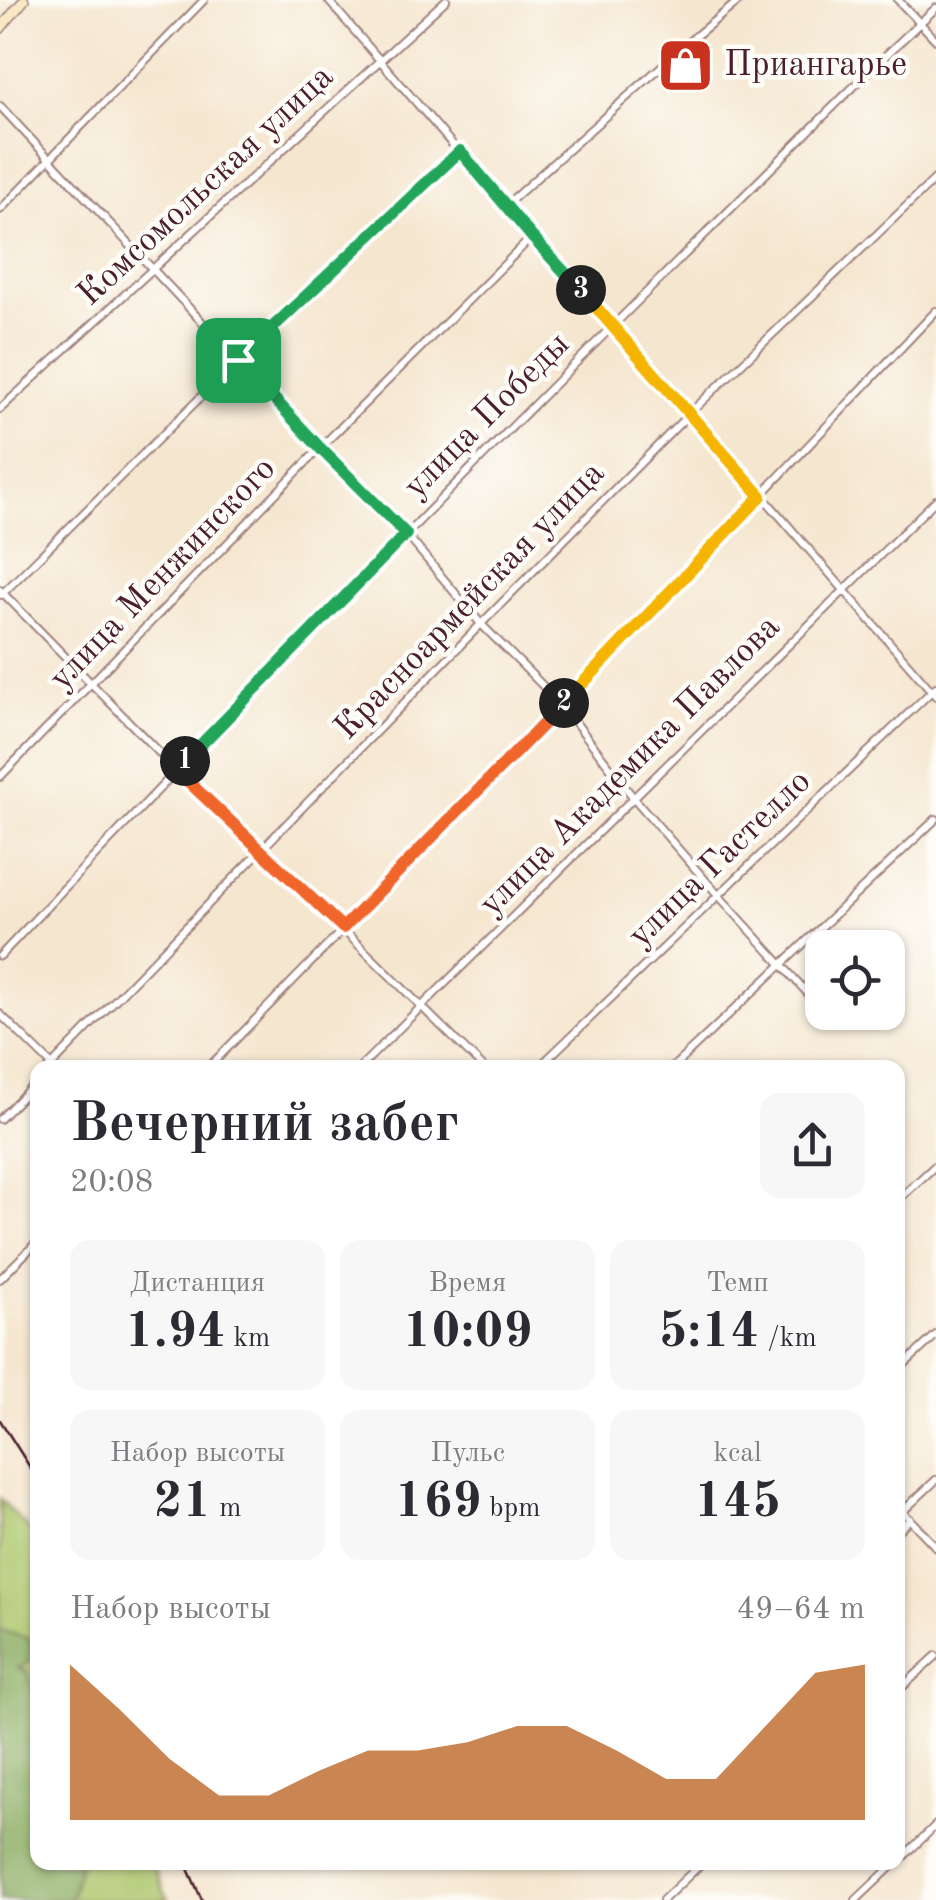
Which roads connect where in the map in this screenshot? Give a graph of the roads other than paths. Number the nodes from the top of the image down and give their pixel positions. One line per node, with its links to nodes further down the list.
1 (24, 0): 9 (main road)
2 (204, 0): 14 (street)
3 (328, 0): 11 (street)
4 (446, 0): 11 (street, Комсомольская улица)
5 (740, 0): 16 (street)
6 (898, 0): 8 (street)
7 (936, 8): 8 (street, улица Победы)
8 (920, 23): 10 (street); 21 (street, улица Победы)
9 (0, 29)
10 (936, 40)
11 (380, 59): 13 (street); 19 (street, Комсомольская улица)
12 (0, 106): 14 (street)
13 (460, 151): 16 (street); 22 (street)
14 (49, 158): 17 (street); 19 (street)
15 (936, 178): 24 (street, Красноармейская улица)
16 (505, 206): 18 (street)
17 (0, 210)
18 (532, 237): 21 (street); 25 (street, улица Менжинского)
19 (152, 270): 22 (street); 23 (street, Комсомольская улица)
20 (936, 310): 26 (street)
21 (614, 325): 24 (street); 28 (street, улица Победы)
22 (238, 360): 25 (street); 30 (street)
23 (0, 409)
24 (689, 414): 26 (street); 31 (street, Красноармейская улица)
25 (320, 448): 28 (street); 32 (street, улица Менжинского)
26 (761, 496): 29 (street); 34 (street)
27 (936, 500): 29 (street, улица Академика Павлова)
28 (406, 534): 31 (street); 35 (street, улица Победы)
29 (843, 590): 33 (street); 37 (street, улица Академика Павлова)
30 (1, 593): 32 (street)
31 (481, 624): 34 (street); 39 (street, Красноармейская улица)
32 (91, 684): 35 (street); 36 (street, улица Менжинского)
33 (934, 691): 40 (street, улица Гастелло)
34 (562, 705): 37 (street); 41 (street)
35 (176, 770): 39 (street); 42 (street, улица Победы)
36 (0, 777)
37 (633, 797): 40 (street); 45 (street, улица Академика Павлова)
38 (936, 819): 43 (street)
39 (262, 850): 41 (street); 48 (street, Красноармейская улица)
40 (719, 896): 43 (street); 52 (street, улица Гастелло)
41 (343, 928): 45 (street); 49 (street)
42 (0, 956)
43 (782, 964): 44 (street); 53 (street)
44 (805, 990)
45 (422, 1006): 50 (street, улица Академика Павлова); 51 (street)
46 (0, 1014): 47 (street)
47 (45, 1060)
48 (59, 1060)
49 (216, 1060)
50 (368, 1060)
51 (476, 1060)
52 (546, 1060)
53 (680, 1060)
54 (30, 1088): 55 (street)
55 (0, 1120)
56 (936, 1165): 57 (street)
57 (905, 1194)
58 (30, 1249): 59 (street)
59 (0, 1278)
60 (936, 1335): 61 (street)
61 (905, 1364)
62 (936, 1480): 63 (street)
63 (905, 1506)
64 (905, 1514): 65 (street)
65 (910, 1519): 66 (street); 67 (street)
66 (905, 1524)
67 (936, 1547)
68 (936, 1656): 69 (street)
69 (905, 1685)
70 (936, 1825): 71 (street)
71 (905, 1854)
72 (694, 1870): 74 (street)
73 (888, 1870): 75 (street)
74 (663, 1900)
75 (856, 1900)

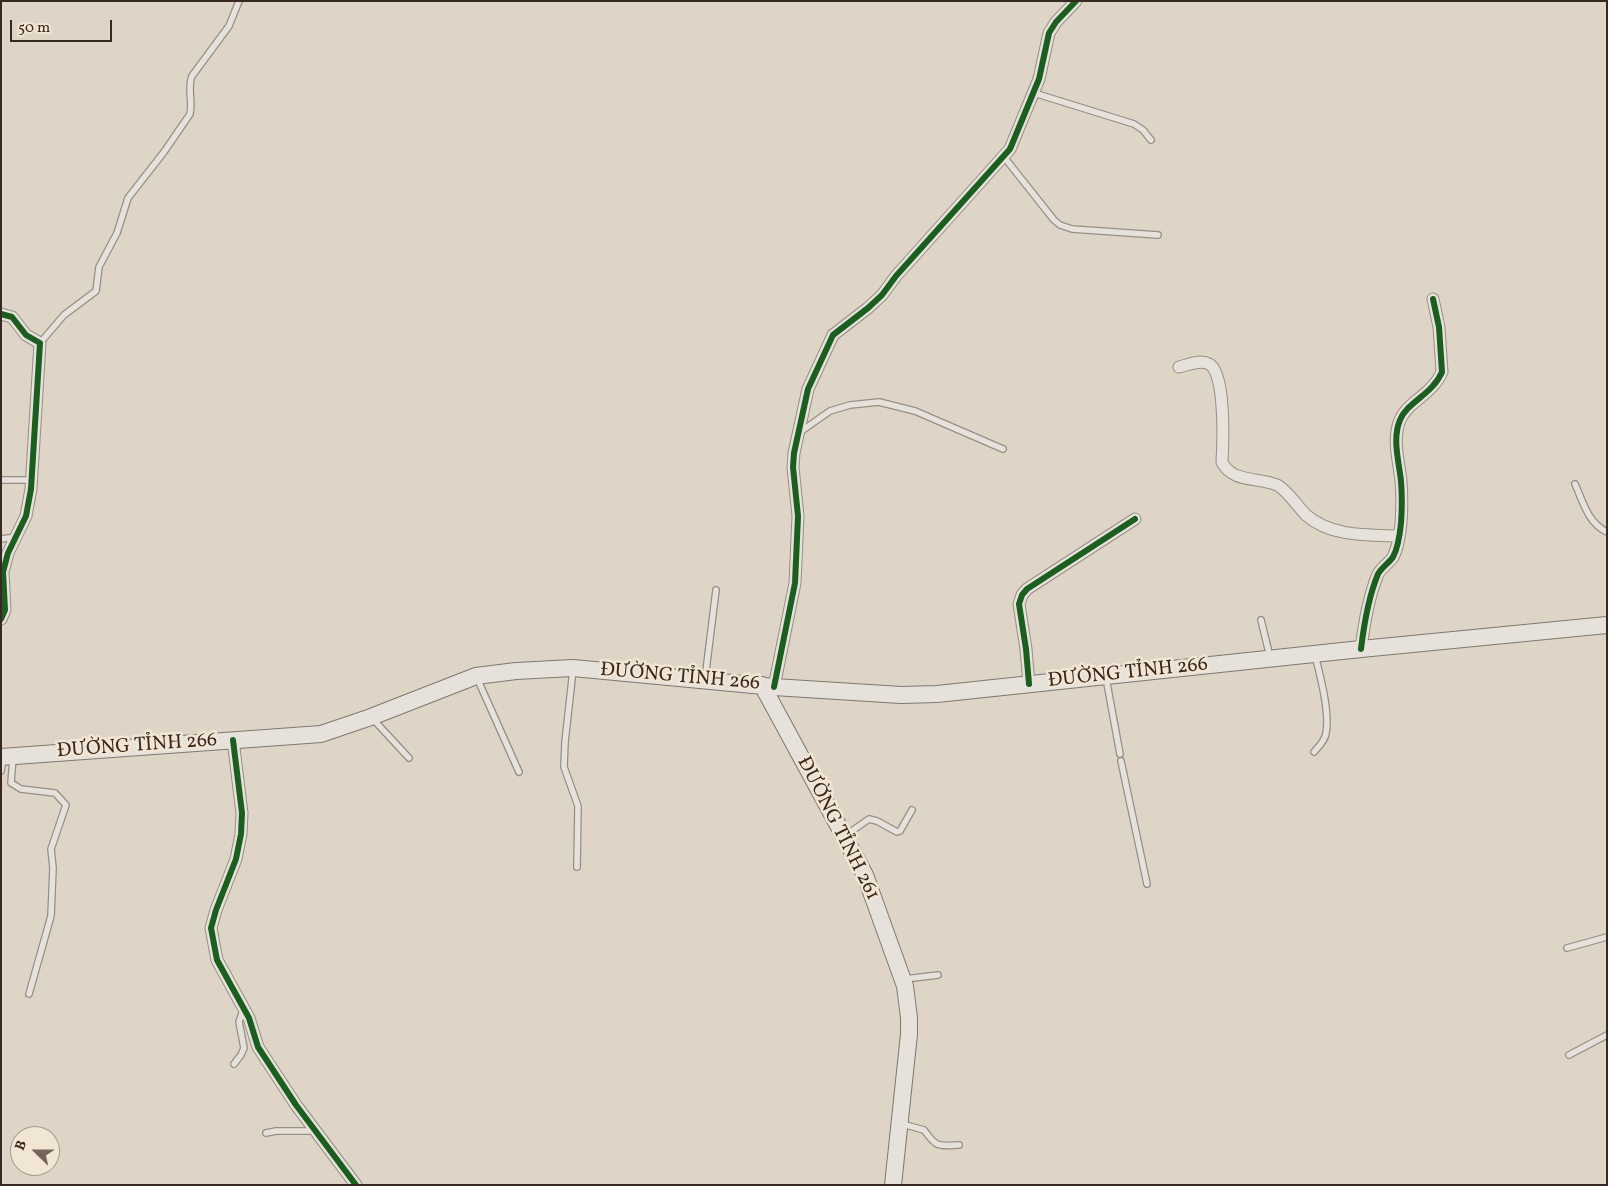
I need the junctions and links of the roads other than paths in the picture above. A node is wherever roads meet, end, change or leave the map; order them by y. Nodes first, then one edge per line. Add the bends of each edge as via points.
1 (239, 1) edge
2 (1076, 1) edge
3 (1034, 93) junction
4 (1151, 140) dead end
5 (1004, 157) junction
6 (1158, 235) dead end
7 (1433, 299) dead end
8 (1, 314) edge
9 (40, 342) junction
10 (1179, 367) dead end
11 (798, 433) junction
12 (1004, 449) dead end
13 (1, 480) edge
14 (31, 480) junction
15 (1575, 484) dead end
16 (1135, 520) dead end
17 (1607, 532) edge
18 (1398, 536) junction
19 (16, 537) junction
20 (2, 539) edge
21 (716, 590) dead end
22 (1, 618) edge
23 (1261, 620) dead end
24 (1607, 626) edge
25 (1361, 649) junction
26 (1315, 654) junction
27 (1271, 659) junction
28 (573, 668) junction
29 (476, 676) junction
30 (1105, 676) junction
31 (705, 681) junction
32 (1029, 684) junction
33 (768, 686) junction
34 (371, 717) junction
35 (233, 740) junction
36 (1314, 752) dead end
37 (409, 758) dead end
38 (5, 760) edge
39 (519, 772) dead end
40 (912, 810) dead end
41 (845, 836) junction
42 (577, 867) dead end
43 (1147, 884) dead end
44 (1607, 937) edge
45 (1566, 948) dead end
46 (938, 975) dead end
47 (903, 979) junction
48 (30, 994) dead end
49 (244, 1008) junction
50 (1607, 1034) edge
51 (1569, 1054) dead end
52 (234, 1064) dead end
53 (900, 1123) junction
54 (316, 1131) junction
55 (266, 1133) dead end
56 (959, 1145) dead end
57 (356, 1185) edge
58 (893, 1185) edge

1 - 9 lane via 229,26 192,76 189,85 190,114 128,198 99,267 96,291 64,315
2 - 3 street via 1049,33
3 - 4 lane via 1134,124
3 - 5 street via 1013,144
5 - 6 lane via 1060,225 1072,229
5 - 11 street via 882,295 833,334 808,389
7 - 18 street via 1442,372 1429,391 1404,413 1397,429 1401,483
8 - 9 street via 12,317 26,335
9 - 14 street
10 - 18 street via 1200,362 1214,368 1223,407 1222,462 1225,468 1249,480 1279,486 1320,524 1356,534
11 - 12 lane via 830,411 879,402 915,411
11 - 33 street via 793,467 798,516 795,583
13 - 14 lane
14 - 19 street via 26,516
15 - 17 lane via 1590,519
16 - 32 street via 1022,595 1019,604
18 - 25 street via 1393,556 1378,574 1365,620
19 - 20 lane
19 - 22 street via 3,572 5,610
21 - 31 lane
23 - 27 lane
24 - 25 main road, ĐƯỜNG TỈNH 266
25 - 26 main road, ĐƯỜNG TỈNH 266
26 - 27 main road, ĐƯỜNG TỈNH 266
26 - 36 lane via 1327,721 1324,741
27 - 30 main road, ĐƯỜNG TỈNH 266
28 - 29 main road, ĐƯỜNG TỈNH 266
28 - 31 main road, ĐƯỜNG TỈNH 266
28 - 42 lane via 564,767 578,806
29 - 34 main road, ĐƯỜNG TỈNH 266
29 - 39 lane
30 - 32 main road, ĐƯỜNG TỈNH 266
30 - 43 lane
31 - 33 main road, ĐƯỜNG TỈNH 266
32 - 33 main road, ĐƯỜNG TỈNH 266 via 900,695
33 - 41 main road, ĐƯỜNG TỈNH 261
34 - 35 main road, ĐƯỜNG TỈNH 266 via 321,734
34 - 37 lane
35 - 38 main road, ĐƯỜNG TỈNH 266
35 - 49 street via 242,813 241,834 236,859 211,928 217,960
38 - 48 lane via 11,783 21,789 55,793 66,805 51,850 51,916
40 - 41 lane via 900,831 869,819
41 - 47 main road, ĐƯỜNG TỈNH 261 via 864,875
44 - 45 lane
46 - 47 lane
47 - 53 main road, ĐƯỜNG TỈNH 261 via 909,1018
49 - 52 lane via 239,1022 244,1048
49 - 54 street via 258,1047
50 - 51 lane
53 - 56 lane via 924,1130 936,1144
53 - 58 main road, ĐƯỜNG TỈNH 261
54 - 55 lane
54 - 57 street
========
### Task instructions
Copy every entry word for word, but omit the pictures.

### Answer box
Which roads connect where in the map in this screenshot? Give a graph of the roads other than paths. Number the nodes from the top of the image down and give their pixel positions. One line per node, with its links to nodes further down the list.
1 (24, 0): 9 (main road)
2 (204, 0): 14 (street)
3 (328, 0): 11 (street)
4 (446, 0): 11 (street, Комсомольская улица)
5 (740, 0): 16 (street)
6 (898, 0): 8 (street)
7 (936, 8): 8 (street, улица Победы)
8 (920, 23): 10 (street); 21 (street, улица Победы)
9 (0, 29)
10 (936, 40)
11 (380, 59): 13 (street); 19 (street, Комсомольская улица)
12 (0, 106): 14 (street)
13 (460, 151): 16 (street); 22 (street)
14 (49, 158): 17 (street); 19 (street)
15 (936, 178): 24 (street, Красноармейская улица)
16 (505, 206): 18 (street)
17 (0, 210)
18 (532, 237): 21 (street); 25 (street, улица Менжинского)
19 (152, 270): 22 (street); 23 (street, Комсомольская улица)
20 (936, 310): 26 (street)
21 (614, 325): 24 (street); 28 (street, улица Победы)
22 (238, 360): 25 (street); 30 (street)
23 (0, 409)
24 (689, 414): 26 (street); 31 (street, Красноармейская улица)
25 (320, 448): 28 (street); 32 (street, улица Менжинского)
26 (761, 496): 29 (street); 34 (street)
27 (936, 500): 29 (street, улица Академика Павлова)
28 (406, 534): 31 (street); 35 (street, улица Победы)
29 (843, 590): 33 (street); 37 (street, улица Академика Павлова)
30 (1, 593): 32 (street)
31 (481, 624): 34 (street); 39 (street, Красноармейская улица)
32 (91, 684): 35 (street); 36 (street, улица Менжинского)
33 (934, 691): 40 (street, улица Гастелло)
34 (562, 705): 37 (street); 41 (street)
35 (176, 770): 39 (street); 42 (street, улица Победы)
36 (0, 777)
37 (633, 797): 40 (street); 45 (street, улица Академика Павлова)
38 (936, 819): 43 (street)
39 (262, 850): 41 (street); 48 (street, Красноармейская улица)
40 (719, 896): 43 (street); 52 (street, улица Гастелло)
41 (343, 928): 45 (street); 49 (street)
42 (0, 956)
43 (782, 964): 44 (street); 53 (street)
44 (805, 990)
45 (422, 1006): 50 (street, улица Академика Павлова); 51 (street)
46 (0, 1014): 47 (street)
47 (45, 1060)
48 (59, 1060)
49 (216, 1060)
50 (368, 1060)
51 (476, 1060)
52 (546, 1060)
53 (680, 1060)
54 (30, 1088): 55 (street)
55 (0, 1120)
56 (936, 1165): 57 (street)
57 (905, 1194)
58 (30, 1249): 59 (street)
59 (0, 1278)
60 (936, 1335): 61 (street)
61 (905, 1364)
62 (936, 1480): 63 (street)
63 (905, 1506)
64 (905, 1514): 65 (street)
65 (910, 1519): 66 (street); 67 (street)
66 (905, 1524)
67 (936, 1547)
68 (936, 1656): 69 (street)
69 (905, 1685)
70 (936, 1825): 71 (street)
71 (905, 1854)
72 (694, 1870): 74 (street)
73 (888, 1870): 75 (street)
74 (663, 1900)
75 (856, 1900)

I need the junctions and links of the roads other than paths in the picture above. A node is wherever roads meet, end, change or leave the map; order them by y. Nodes first, then one edge per line. Add the bends of each edge as via points.
1 (239, 1) edge
2 (1076, 1) edge
3 (1034, 93) junction
4 (1151, 140) dead end
5 (1004, 157) junction
6 (1158, 235) dead end
7 (1433, 299) dead end
8 (1, 314) edge
9 (40, 342) junction
10 (1179, 367) dead end
11 (798, 433) junction
12 (1004, 449) dead end
13 (1, 480) edge
14 (31, 480) junction
15 (1575, 484) dead end
16 (1135, 520) dead end
17 (1607, 532) edge
18 (1398, 536) junction
19 (16, 537) junction
20 (2, 539) edge
21 (716, 590) dead end
22 (1, 618) edge
23 (1261, 620) dead end
24 (1607, 626) edge
25 (1361, 649) junction
26 (1315, 654) junction
27 (1271, 659) junction
28 (573, 668) junction
29 (476, 676) junction
30 (1105, 676) junction
31 (705, 681) junction
32 (1029, 684) junction
33 (768, 686) junction
34 (371, 717) junction
35 (233, 740) junction
36 (1314, 752) dead end
37 (409, 758) dead end
38 (5, 760) edge
39 (519, 772) dead end
40 (912, 810) dead end
41 (845, 836) junction
42 (577, 867) dead end
43 (1147, 884) dead end
44 (1607, 937) edge
45 (1566, 948) dead end
46 (938, 975) dead end
47 (903, 979) junction
48 (30, 994) dead end
49 (244, 1008) junction
50 (1607, 1034) edge
51 (1569, 1054) dead end
52 (234, 1064) dead end
53 (900, 1123) junction
54 (316, 1131) junction
55 (266, 1133) dead end
56 (959, 1145) dead end
57 (356, 1185) edge
58 (893, 1185) edge

1 - 9 lane via 229,26 192,76 189,85 190,114 128,198 99,267 96,291 64,315
2 - 3 street via 1049,33
3 - 4 lane via 1134,124
3 - 5 street via 1013,144
5 - 6 lane via 1060,225 1072,229
5 - 11 street via 882,295 833,334 808,389
7 - 18 street via 1442,372 1429,391 1404,413 1397,429 1401,483
8 - 9 street via 12,317 26,335
9 - 14 street
10 - 18 street via 1200,362 1214,368 1223,407 1222,462 1225,468 1249,480 1279,486 1320,524 1356,534
11 - 12 lane via 830,411 879,402 915,411
11 - 33 street via 793,467 798,516 795,583
13 - 14 lane
14 - 19 street via 26,516
15 - 17 lane via 1590,519
16 - 32 street via 1022,595 1019,604
18 - 25 street via 1393,556 1378,574 1365,620
19 - 20 lane
19 - 22 street via 3,572 5,610
21 - 31 lane
23 - 27 lane
24 - 25 main road, ĐƯỜNG TỈNH 266
25 - 26 main road, ĐƯỜNG TỈNH 266
26 - 27 main road, ĐƯỜNG TỈNH 266
26 - 36 lane via 1327,721 1324,741
27 - 30 main road, ĐƯỜNG TỈNH 266
28 - 29 main road, ĐƯỜNG TỈNH 266
28 - 31 main road, ĐƯỜNG TỈNH 266
28 - 42 lane via 564,767 578,806
29 - 34 main road, ĐƯỜNG TỈNH 266
29 - 39 lane
30 - 32 main road, ĐƯỜNG TỈNH 266
30 - 43 lane
31 - 33 main road, ĐƯỜNG TỈNH 266
32 - 33 main road, ĐƯỜNG TỈNH 266 via 900,695
33 - 41 main road, ĐƯỜNG TỈNH 261
34 - 35 main road, ĐƯỜNG TỈNH 266 via 321,734
34 - 37 lane
35 - 38 main road, ĐƯỜNG TỈNH 266
35 - 49 street via 242,813 241,834 236,859 211,928 217,960
38 - 48 lane via 11,783 21,789 55,793 66,805 51,850 51,916
40 - 41 lane via 900,831 869,819
41 - 47 main road, ĐƯỜNG TỈNH 261 via 864,875
44 - 45 lane
46 - 47 lane
47 - 53 main road, ĐƯỜNG TỈNH 261 via 909,1018
49 - 52 lane via 239,1022 244,1048
49 - 54 street via 258,1047
50 - 51 lane
53 - 56 lane via 924,1130 936,1144
53 - 58 main road, ĐƯỜNG TỈNH 261
54 - 55 lane
54 - 57 street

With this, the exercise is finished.